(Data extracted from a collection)
= = = = = = =

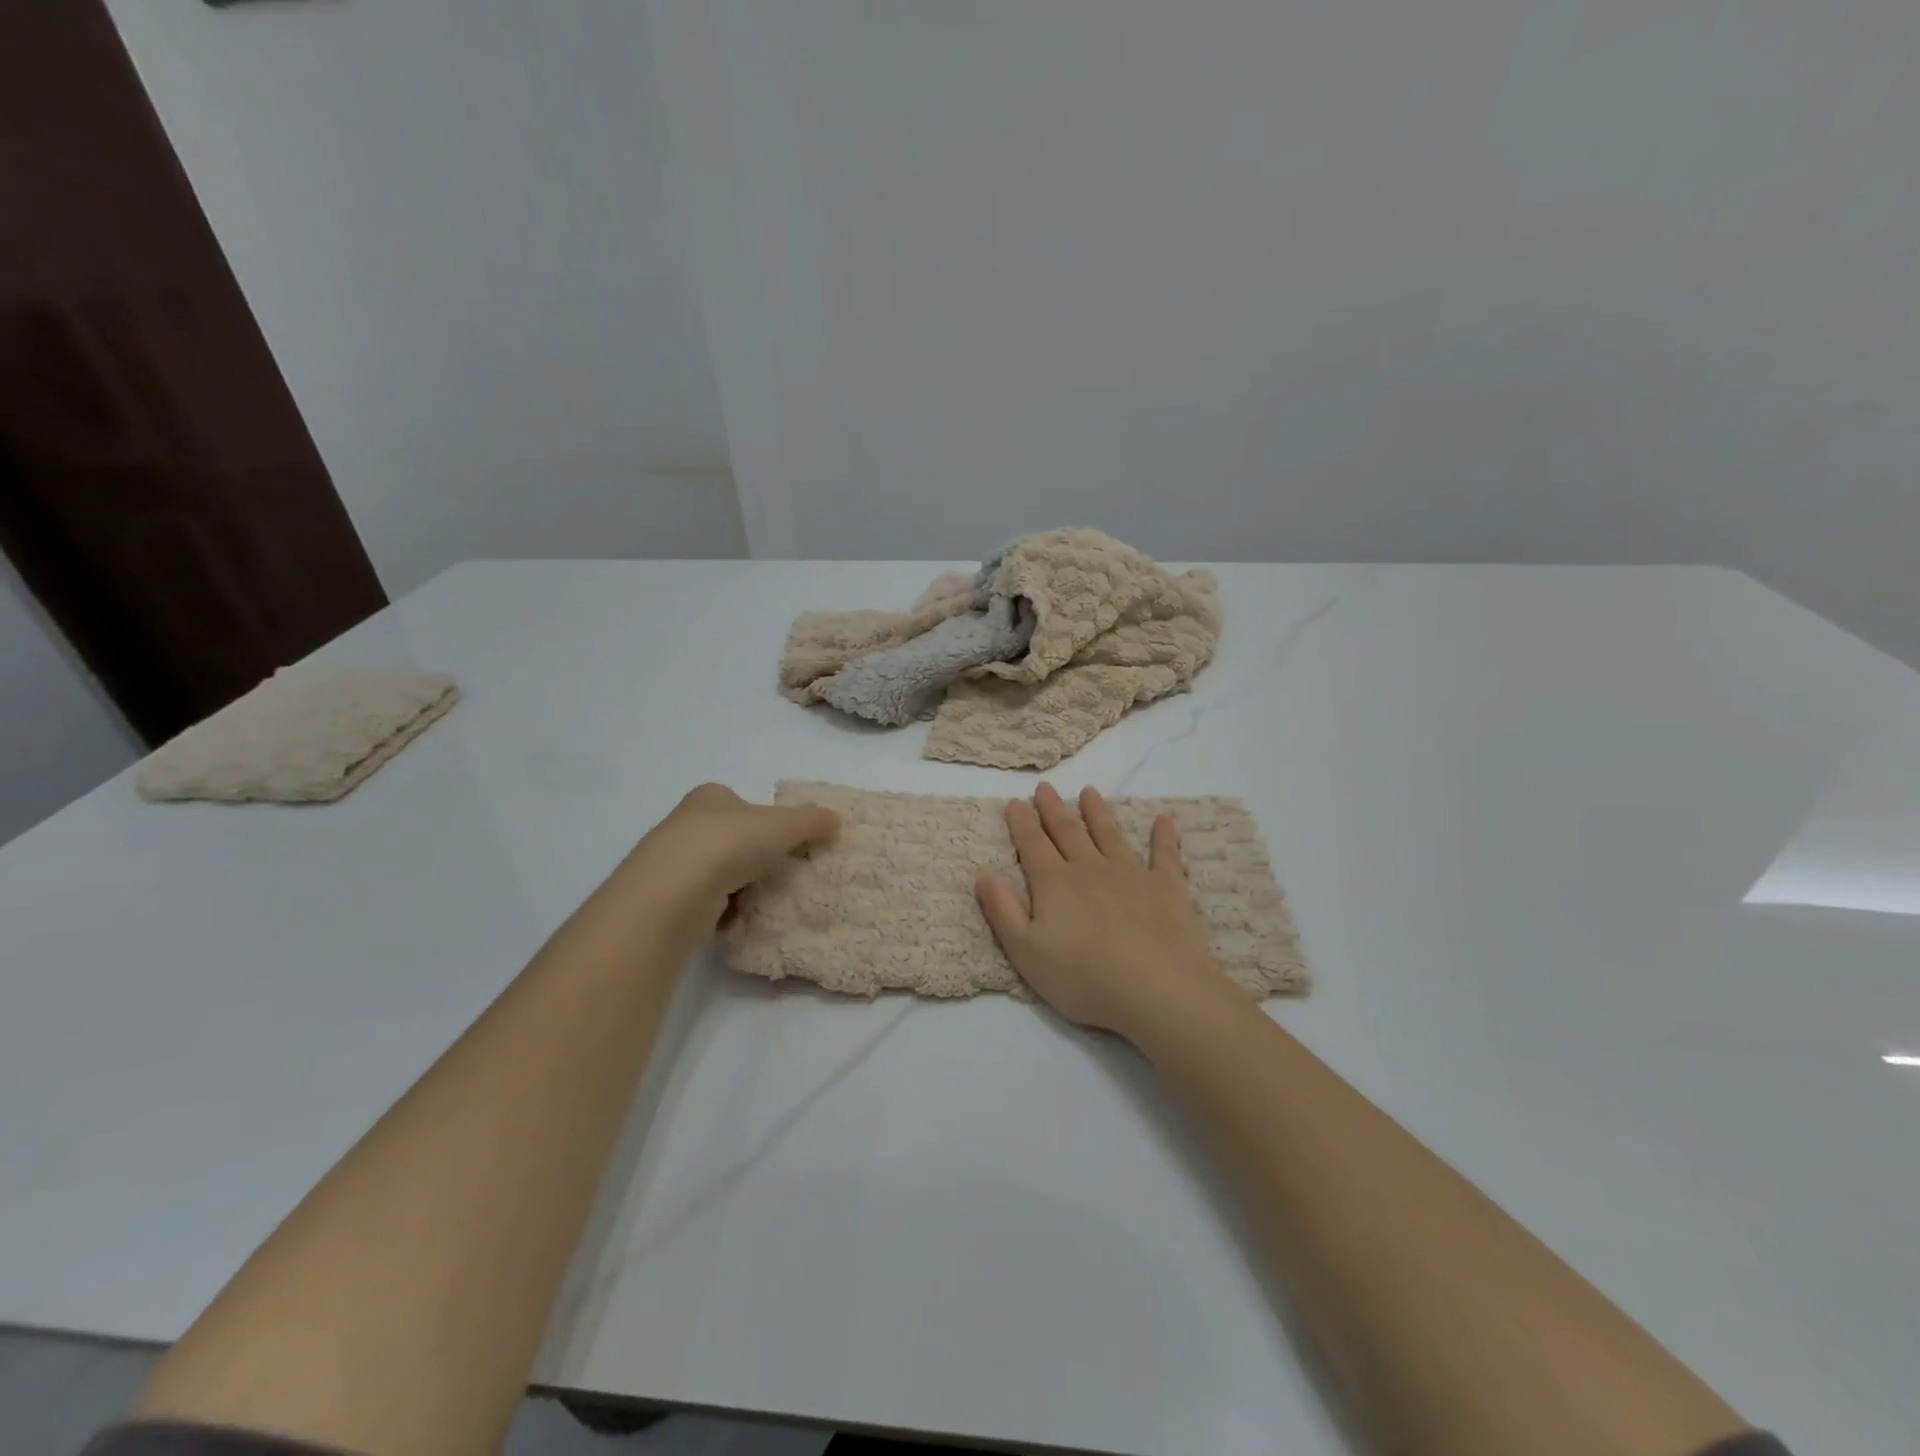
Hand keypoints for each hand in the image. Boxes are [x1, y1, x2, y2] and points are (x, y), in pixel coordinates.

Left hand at [627, 783, 839, 930]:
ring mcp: (673, 863)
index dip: (766, 819)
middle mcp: (686, 823)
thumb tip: (836, 820)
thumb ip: (811, 821)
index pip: (741, 803)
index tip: (786, 841)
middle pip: (730, 836)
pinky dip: (725, 909)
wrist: (673, 892)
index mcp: (710, 797)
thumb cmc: (729, 843)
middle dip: (754, 854)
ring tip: (767, 898)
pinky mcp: (667, 899)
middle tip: (783, 871)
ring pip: (718, 871)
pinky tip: (742, 918)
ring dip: (740, 883)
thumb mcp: (783, 825)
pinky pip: (706, 901)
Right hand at [975, 783, 1239, 1040]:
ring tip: (1089, 792)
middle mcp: (1090, 869)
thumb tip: (983, 874)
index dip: (1022, 823)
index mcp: (1055, 883)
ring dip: (1098, 812)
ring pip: (1110, 835)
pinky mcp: (1167, 887)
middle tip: (1045, 787)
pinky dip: (1163, 836)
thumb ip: (1003, 911)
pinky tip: (1164, 819)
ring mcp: (1131, 874)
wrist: (1157, 990)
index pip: (1032, 845)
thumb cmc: (1084, 978)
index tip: (1015, 801)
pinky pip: (1165, 854)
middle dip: (1054, 809)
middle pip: (1068, 832)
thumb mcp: (1027, 953)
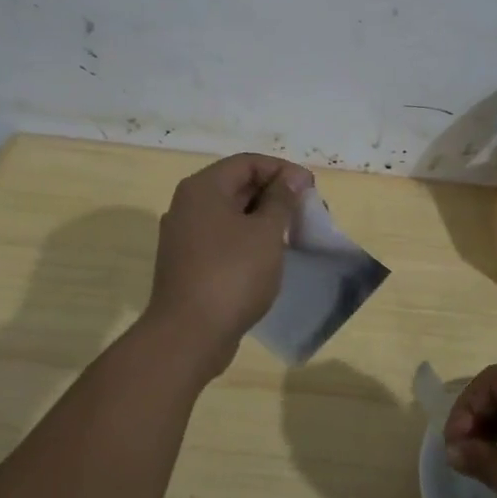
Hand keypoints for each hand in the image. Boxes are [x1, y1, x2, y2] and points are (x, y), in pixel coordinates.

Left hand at [144, 153, 313, 375]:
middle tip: (308, 213)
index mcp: (203, 188)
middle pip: (238, 186)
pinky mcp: (188, 264)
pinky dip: (249, 241)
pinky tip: (270, 258)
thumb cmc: (231, 275)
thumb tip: (292, 177)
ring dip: (264, 220)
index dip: (282, 170)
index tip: (311, 190)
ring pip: (231, 215)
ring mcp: (185, 237)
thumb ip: (282, 200)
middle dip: (276, 195)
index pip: (247, 162)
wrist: (188, 335)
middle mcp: (188, 206)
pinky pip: (223, 239)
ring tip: (294, 236)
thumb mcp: (266, 233)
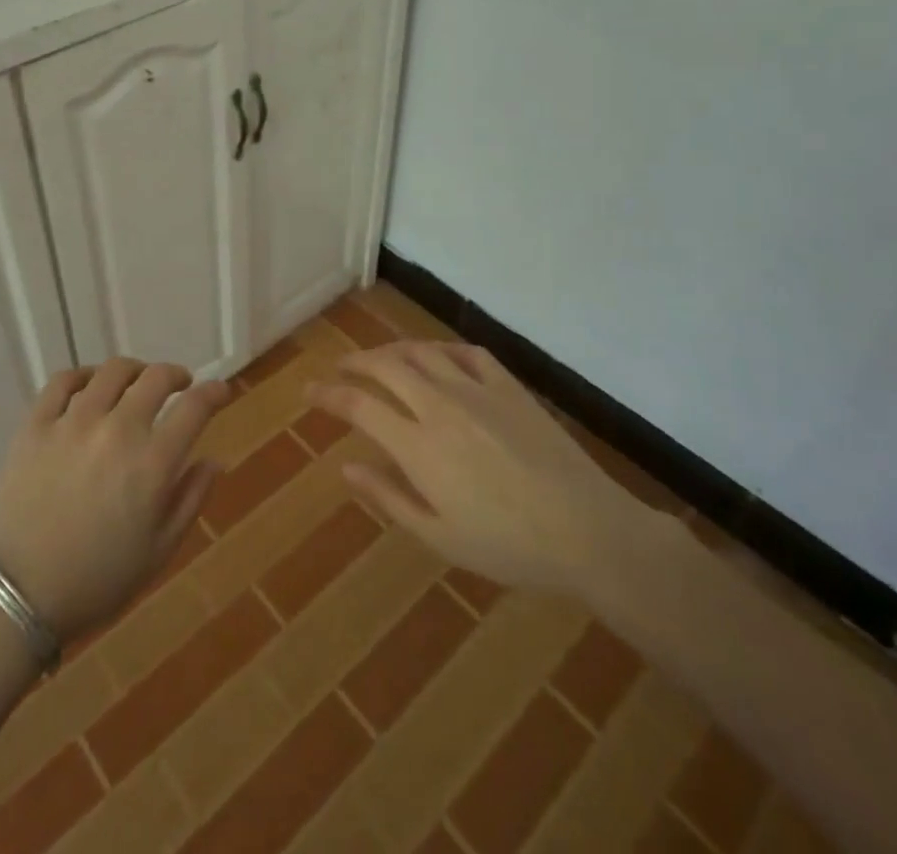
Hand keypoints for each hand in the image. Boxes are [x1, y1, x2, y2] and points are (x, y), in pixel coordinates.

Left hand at [0, 359, 232, 641]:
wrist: (17, 594)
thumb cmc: (96, 580)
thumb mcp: (158, 552)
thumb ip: (190, 499)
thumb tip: (213, 460)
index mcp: (152, 464)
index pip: (194, 408)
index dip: (213, 392)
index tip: (220, 390)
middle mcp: (117, 430)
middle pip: (156, 378)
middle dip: (176, 375)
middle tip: (180, 385)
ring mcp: (73, 422)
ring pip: (112, 371)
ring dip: (134, 371)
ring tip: (135, 383)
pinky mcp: (36, 424)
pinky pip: (62, 381)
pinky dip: (83, 375)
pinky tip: (89, 386)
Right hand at [309, 341, 651, 596]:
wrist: (587, 529)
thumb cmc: (509, 546)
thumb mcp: (441, 537)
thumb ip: (389, 498)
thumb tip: (347, 467)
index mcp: (418, 446)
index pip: (359, 405)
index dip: (328, 395)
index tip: (309, 392)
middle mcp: (440, 406)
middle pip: (385, 366)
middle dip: (355, 363)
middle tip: (340, 369)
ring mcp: (476, 390)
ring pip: (422, 352)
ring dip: (393, 350)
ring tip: (381, 359)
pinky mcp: (508, 386)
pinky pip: (466, 352)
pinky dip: (442, 349)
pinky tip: (438, 358)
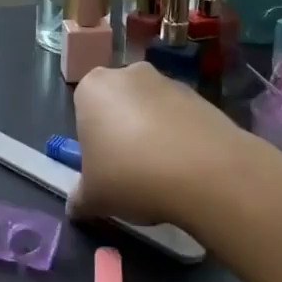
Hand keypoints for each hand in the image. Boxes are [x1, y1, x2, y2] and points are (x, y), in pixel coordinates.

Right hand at [69, 64, 250, 231]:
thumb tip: (76, 206)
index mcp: (92, 88)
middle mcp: (127, 75)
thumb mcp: (93, 198)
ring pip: (151, 109)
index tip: (103, 168)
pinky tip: (187, 169)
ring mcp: (167, 81)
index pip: (83, 110)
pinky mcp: (201, 96)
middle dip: (122, 131)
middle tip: (130, 171)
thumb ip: (79, 199)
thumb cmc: (130, 175)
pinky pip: (180, 117)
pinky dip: (181, 137)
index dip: (92, 142)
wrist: (205, 172)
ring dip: (153, 133)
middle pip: (118, 104)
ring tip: (164, 174)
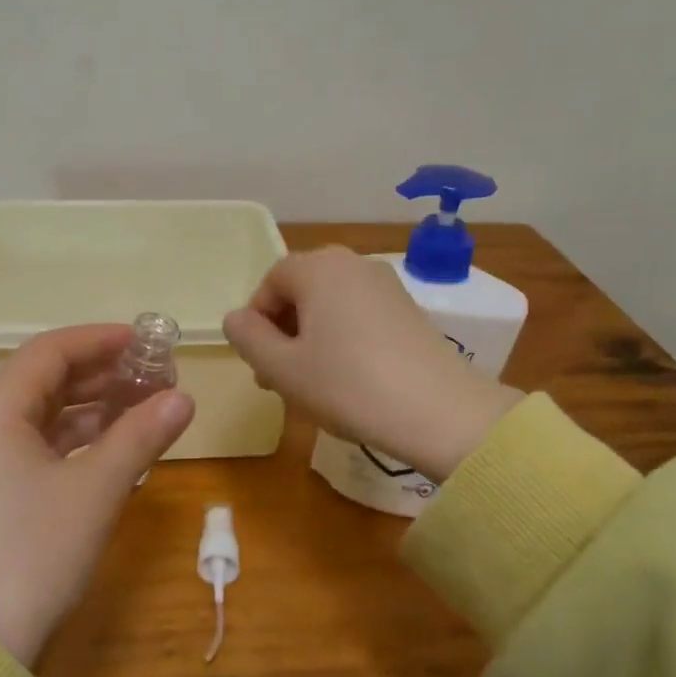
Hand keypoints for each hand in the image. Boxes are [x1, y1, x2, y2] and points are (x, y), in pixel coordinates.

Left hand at [0, 324, 194, 666]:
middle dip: (102, 373)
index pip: (50, 351)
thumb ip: (141, 435)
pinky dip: (78, 439)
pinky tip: (117, 446)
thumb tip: (184, 397)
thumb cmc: (36, 551)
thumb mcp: (97, 488)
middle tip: (153, 374)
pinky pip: (39, 444)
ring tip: (145, 406)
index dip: (100, 340)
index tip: (145, 341)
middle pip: (46, 378)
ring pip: (45, 414)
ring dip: (93, 407)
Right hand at [223, 247, 519, 481]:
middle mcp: (353, 264)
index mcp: (318, 268)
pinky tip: (347, 379)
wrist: (440, 412)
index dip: (257, 321)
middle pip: (301, 290)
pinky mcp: (409, 310)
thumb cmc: (348, 385)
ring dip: (310, 338)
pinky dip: (342, 339)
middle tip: (278, 378)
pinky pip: (359, 314)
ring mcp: (386, 285)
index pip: (271, 281)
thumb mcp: (282, 368)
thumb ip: (248, 338)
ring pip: (330, 305)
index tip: (259, 363)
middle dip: (282, 331)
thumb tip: (235, 318)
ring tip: (311, 384)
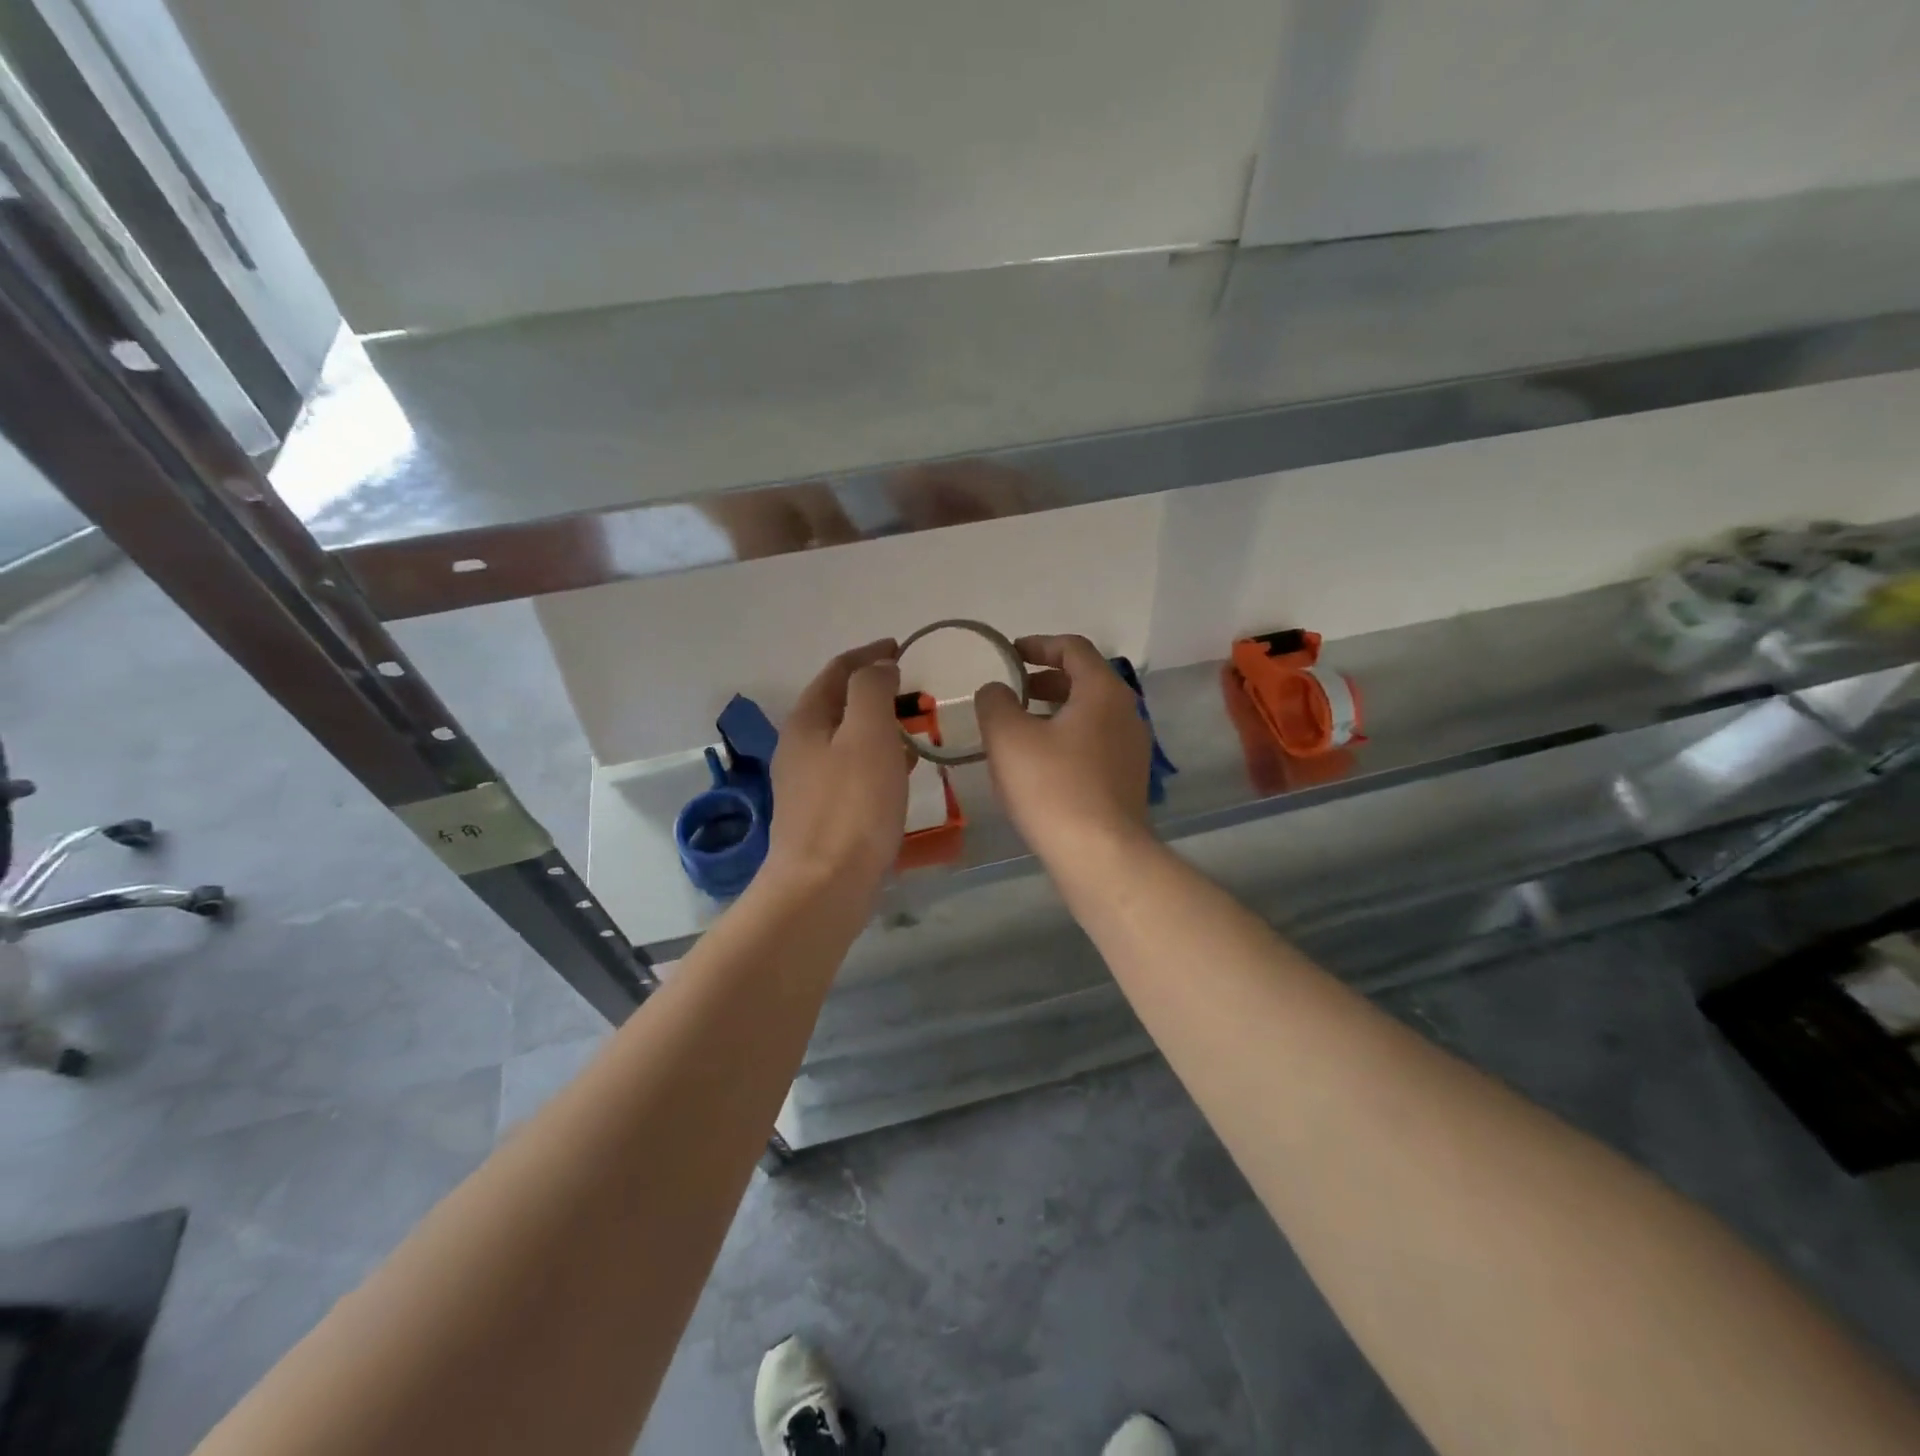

= = = = = = =

• _WHAT IS BEING ASKED_
Could the lines from the first entry through the line that contains "middle dip: (754, 854)" be copied exactly, with all pictures left out?

• _ANSWER TO THIS EXERCISE_
Hand keypoints for each hand in the image. Boxes are [x1, y1, x2, y2] and points are (x, y), in pixel coordinates.

Left hand at [627, 783, 839, 930]:
ring mcp: (673, 863)
index dip: (766, 819)
middle mcp: (686, 823)
thumb tip: (836, 820)
thumb ip: (811, 821)
index pip: (741, 803)
index tip: (786, 841)
middle pip: (730, 836)
pinky dip: (725, 909)
wrist: (673, 892)
index mcp: (710, 797)
thumb cmc: (729, 843)
middle dip: (754, 854)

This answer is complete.